BlueIndy generates attention; critics question mayor

The Associated Press

INDIANAPOLIS — An electric car-sharing program that launched recently in Indianapolis faces lingering questions about its city subsidies and complaints about the charging stations tying up parking spaces.

Mayor Greg Ballard has promoted the BlueIndy program as an energy-saving alternative mode of transportation, while some skeptics wonder whether the city is the right choice for such a service.

The city’s BlueIndy partnership with French company Bollore Group began renting the cars to the public Sept. 2. Drivers who buy a membership can rent the cars by the hour and return them to any of 26 self-service charging stations in the city.

Ballard said the city is offering an on-demand car that he believes will appeal to many people.

“It’s there when you want it and when you need it,” he said.

“It’s a service that is perfect for students who can’t or don’t want to own a car, for empty nesters looking to downsize, for people who need reliable transportation that can’t afford car payments and insurance and registration and fuel.”

Bollore said the company is investing $41 million in the project that will eventually have 500 cars and 200 charging stations.

The city is spending $6 million on the project and Indianapolis Power and Light Co. is contributing $3 million.

Some Democratic City-County Council members question the Republican mayor’s decision to spend so much on the car-sharing project rather than public safety and street repairs. They also say Bollore is getting other perks, including not having to pay city fees for permits and the use of hundreds of parking spaces at no charge.

“We got brand new BlueIndy cars and we can’t find adequate police cars for public safety, which is number one right now with the murder rate,” Councilwoman LaKeisa Jackson said.

Chas Navarra said he was alarmed when a charging station for several BlueIndy cars went up along the street close to his home in the Old Northside neighborhood near the city’s downtown.

“I live in a historic neighborhood, and I’ve got a rental car business in front of my house,” Navarra told The Indianapolis Star.

“What’s the difference between having this and Hertz or Avis parked out there? How is this going to be good for my (property) valuation?”
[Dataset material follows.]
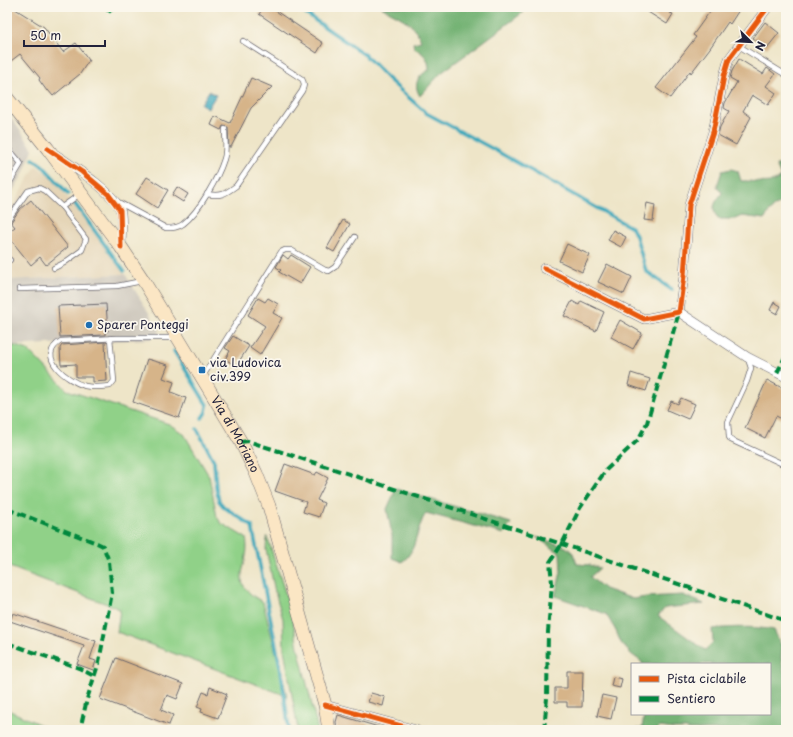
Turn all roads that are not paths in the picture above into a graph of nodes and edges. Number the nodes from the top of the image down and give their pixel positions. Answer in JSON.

BlueIndy President Herve Muller said few of the stations are in front of single-family homes and that locations were picked based on residential densities, where people work, college locations and busy transit routes.

Michael Thwaite, president of Plug In America and a partner of Tesla Motors Club, said he was surprised Bollore, which owns car-share operations in Paris and London, picked Indianapolis for its first such venture in the United States.

“It is an odd choice, there’s no doubt about it,” Thwaite told the Indianapolis Business Journal.

“One would have thought that they would have started in a very electric-car-friendly city.”

BlueIndy says it has sold more than 1,000 memberships already and expects tens of thousands of users during its first year in Indianapolis.

“We think it’s the perfect city to do this,” BlueIndy General Manager Scott Prince said. “If we had the world’s greatest mass transit system today, this arguably would not be the first city we’d be launching in America.”